Aim of the exercise: Please print each entry below exactly as it stands, but without any pictures.

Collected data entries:
<<<<
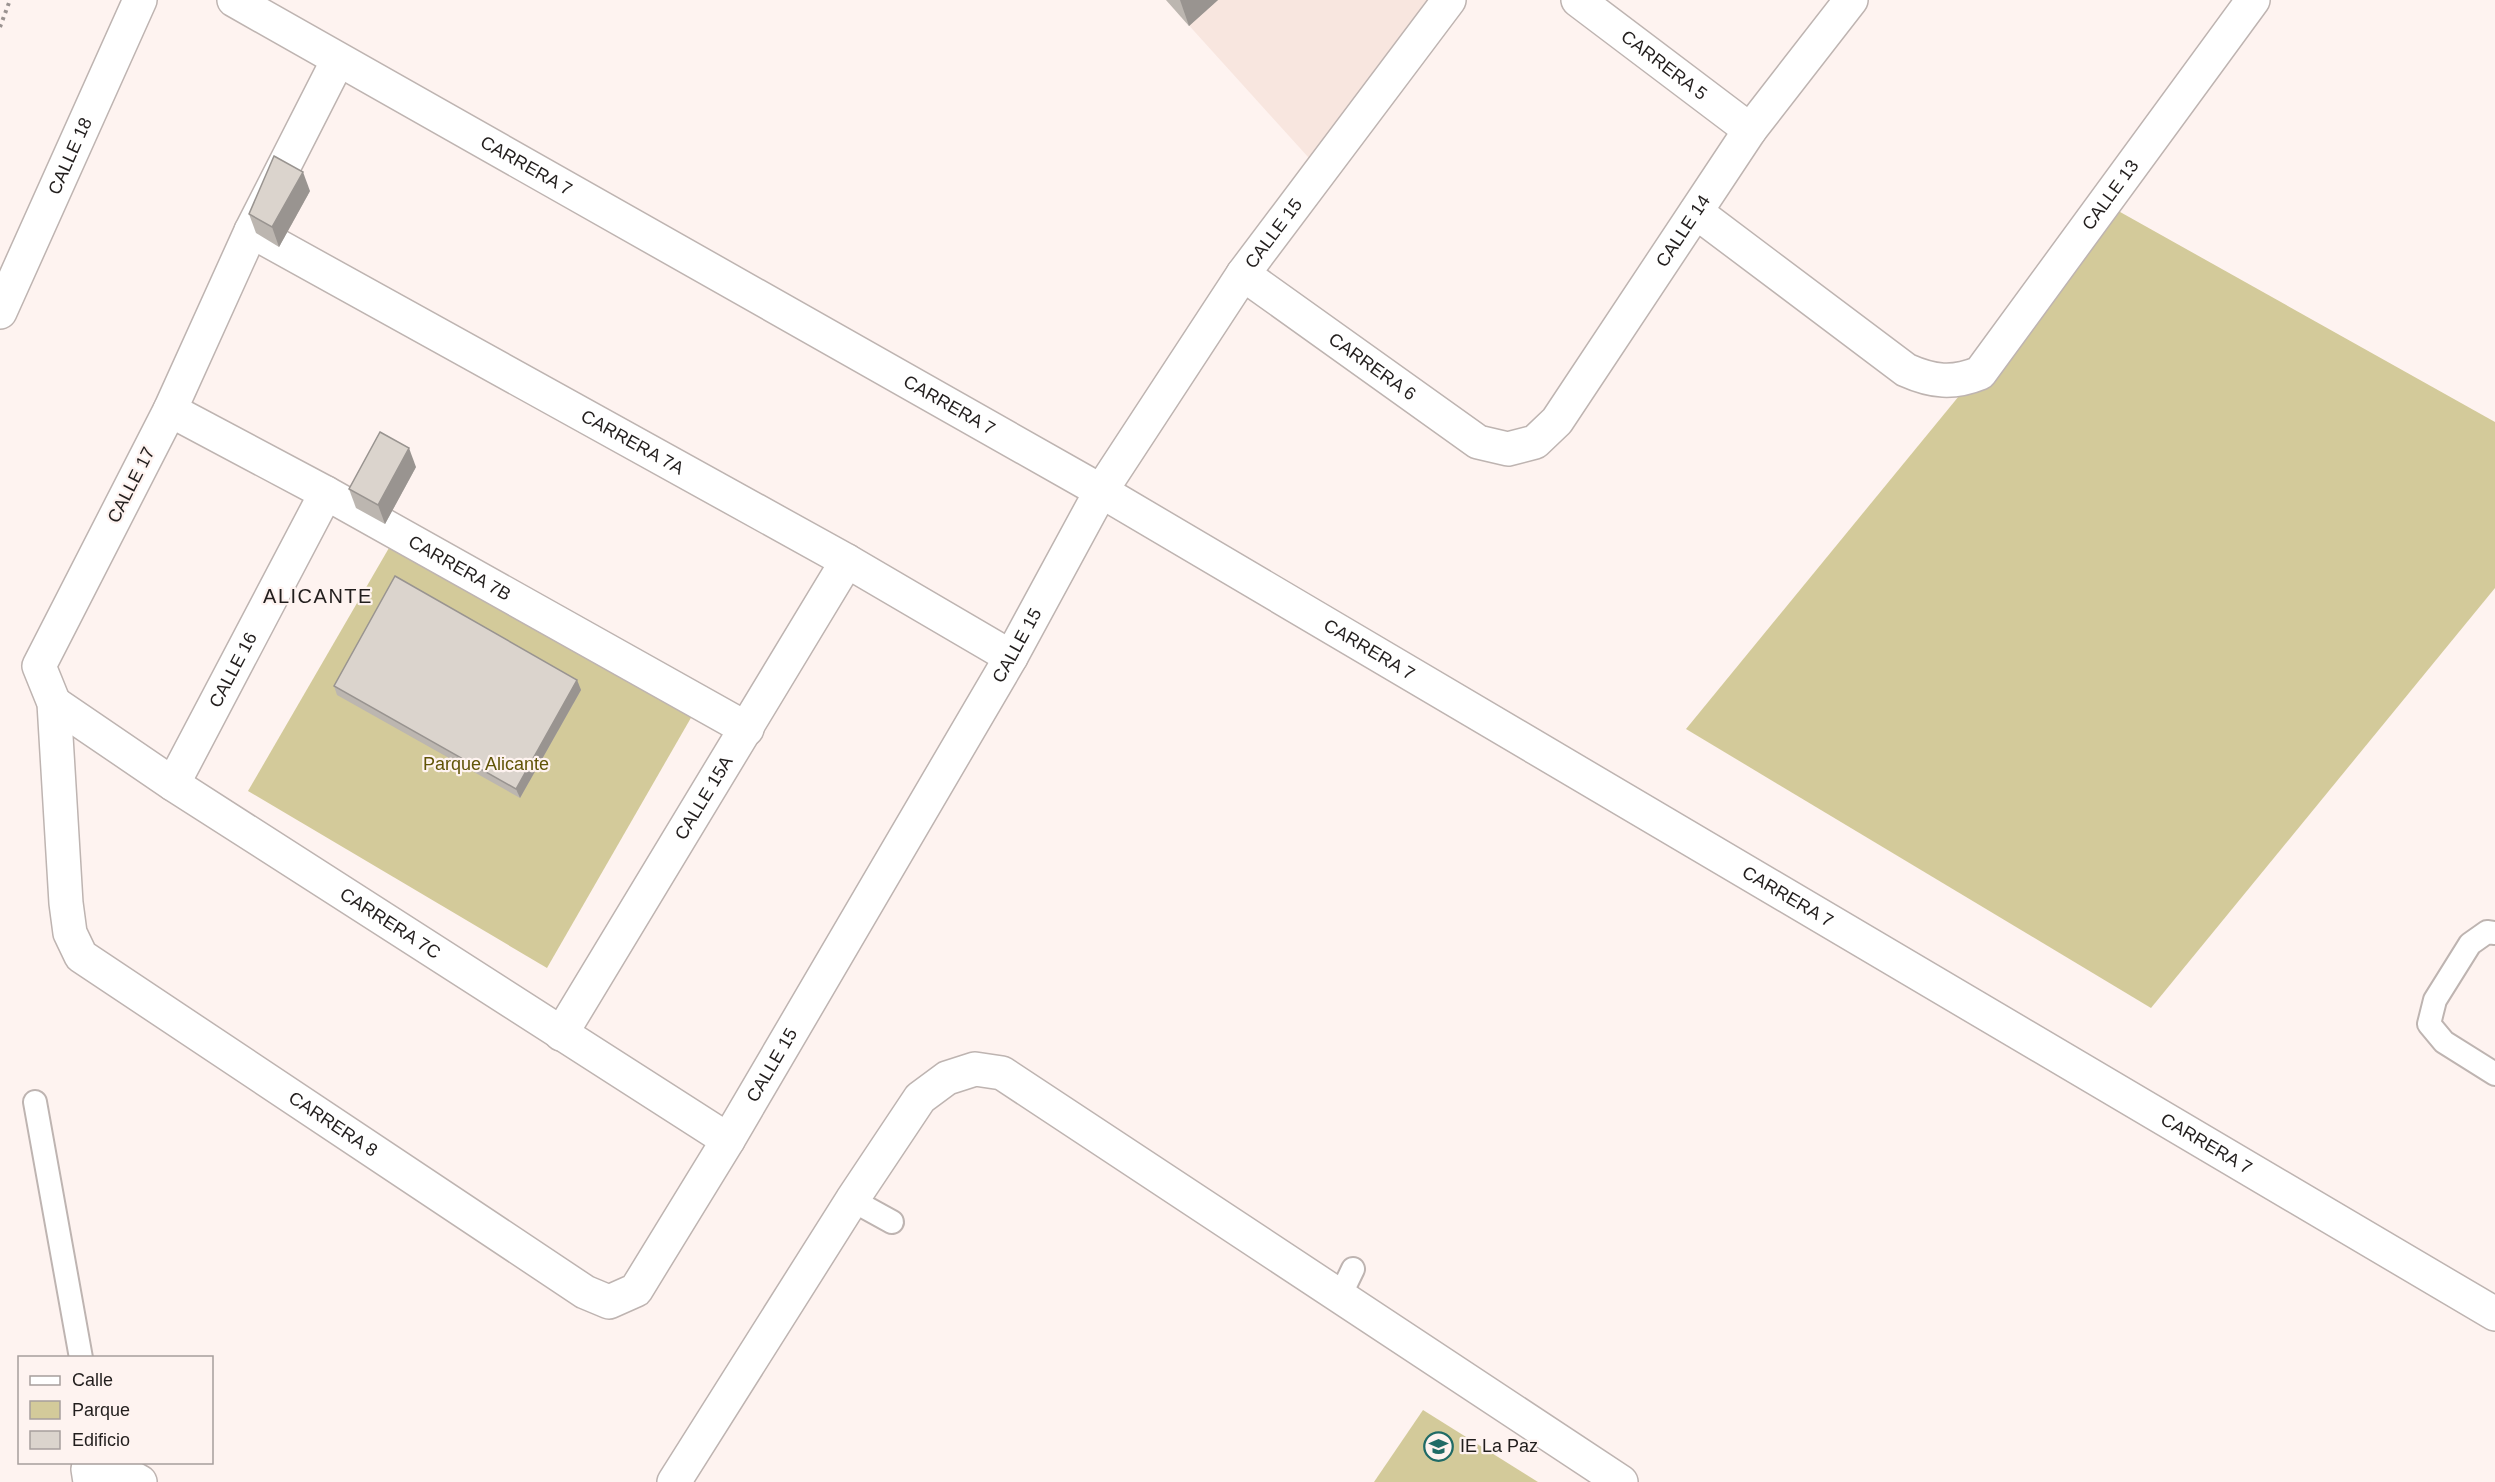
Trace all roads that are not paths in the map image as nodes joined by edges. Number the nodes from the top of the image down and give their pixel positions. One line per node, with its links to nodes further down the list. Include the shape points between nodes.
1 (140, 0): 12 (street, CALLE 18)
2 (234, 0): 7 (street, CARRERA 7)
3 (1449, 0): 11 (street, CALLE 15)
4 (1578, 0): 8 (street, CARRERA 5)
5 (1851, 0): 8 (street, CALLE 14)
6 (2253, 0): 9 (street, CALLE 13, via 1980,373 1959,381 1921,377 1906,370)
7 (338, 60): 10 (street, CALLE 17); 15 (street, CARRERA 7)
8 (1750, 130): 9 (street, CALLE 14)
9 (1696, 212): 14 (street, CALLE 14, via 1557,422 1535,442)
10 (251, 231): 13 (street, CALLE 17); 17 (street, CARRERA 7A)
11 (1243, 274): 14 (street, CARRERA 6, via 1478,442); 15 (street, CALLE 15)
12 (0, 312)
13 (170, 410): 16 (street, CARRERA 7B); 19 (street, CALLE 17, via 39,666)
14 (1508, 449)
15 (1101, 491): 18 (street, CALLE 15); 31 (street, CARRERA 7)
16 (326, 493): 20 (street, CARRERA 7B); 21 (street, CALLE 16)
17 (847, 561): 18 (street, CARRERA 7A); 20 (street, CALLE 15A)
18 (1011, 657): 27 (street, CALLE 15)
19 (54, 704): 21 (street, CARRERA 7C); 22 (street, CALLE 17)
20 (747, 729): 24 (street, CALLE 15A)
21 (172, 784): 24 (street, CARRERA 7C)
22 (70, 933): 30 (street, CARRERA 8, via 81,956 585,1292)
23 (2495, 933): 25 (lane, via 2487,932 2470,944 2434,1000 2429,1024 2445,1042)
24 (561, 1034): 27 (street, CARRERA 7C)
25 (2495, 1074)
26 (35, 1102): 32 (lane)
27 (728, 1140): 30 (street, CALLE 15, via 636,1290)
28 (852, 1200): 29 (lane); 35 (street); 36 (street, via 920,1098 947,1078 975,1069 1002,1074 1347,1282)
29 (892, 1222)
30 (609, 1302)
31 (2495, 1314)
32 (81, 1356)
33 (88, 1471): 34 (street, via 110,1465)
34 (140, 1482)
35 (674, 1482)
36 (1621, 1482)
>>>>
Result for this exercise:
Trace all roads that are not paths in the map image as nodes joined by edges. Number the nodes from the top of the image down and give their pixel positions. One line per node, with its links to nodes further down the list. Include the shape points between nodes.
1 (140, 0): 12 (street, CALLE 18)
2 (234, 0): 7 (street, CARRERA 7)
3 (1449, 0): 11 (street, CALLE 15)
4 (1578, 0): 8 (street, CARRERA 5)
5 (1851, 0): 8 (street, CALLE 14)
6 (2253, 0): 9 (street, CALLE 13, via 1980,373 1959,381 1921,377 1906,370)
7 (338, 60): 10 (street, CALLE 17); 15 (street, CARRERA 7)
8 (1750, 130): 9 (street, CALLE 14)
9 (1696, 212): 14 (street, CALLE 14, via 1557,422 1535,442)
10 (251, 231): 13 (street, CALLE 17); 17 (street, CARRERA 7A)
11 (1243, 274): 14 (street, CARRERA 6, via 1478,442); 15 (street, CALLE 15)
12 (0, 312)
13 (170, 410): 16 (street, CARRERA 7B); 19 (street, CALLE 17, via 39,666)
14 (1508, 449)
15 (1101, 491): 18 (street, CALLE 15); 31 (street, CARRERA 7)
16 (326, 493): 20 (street, CARRERA 7B); 21 (street, CALLE 16)
17 (847, 561): 18 (street, CARRERA 7A); 20 (street, CALLE 15A)
18 (1011, 657): 27 (street, CALLE 15)
19 (54, 704): 21 (street, CARRERA 7C); 22 (street, CALLE 17)
20 (747, 729): 24 (street, CALLE 15A)
21 (172, 784): 24 (street, CARRERA 7C)
22 (70, 933): 30 (street, CARRERA 8, via 81,956 585,1292)
23 (2495, 933): 25 (lane, via 2487,932 2470,944 2434,1000 2429,1024 2445,1042)
24 (561, 1034): 27 (street, CARRERA 7C)
25 (2495, 1074)
26 (35, 1102): 32 (lane)
27 (728, 1140): 30 (street, CALLE 15, via 636,1290)
28 (852, 1200): 29 (lane); 35 (street); 36 (street, via 920,1098 947,1078 975,1069 1002,1074 1347,1282)
29 (892, 1222)
30 (609, 1302)
31 (2495, 1314)
32 (81, 1356)
33 (88, 1471): 34 (street, via 110,1465)
34 (140, 1482)
35 (674, 1482)
36 (1621, 1482)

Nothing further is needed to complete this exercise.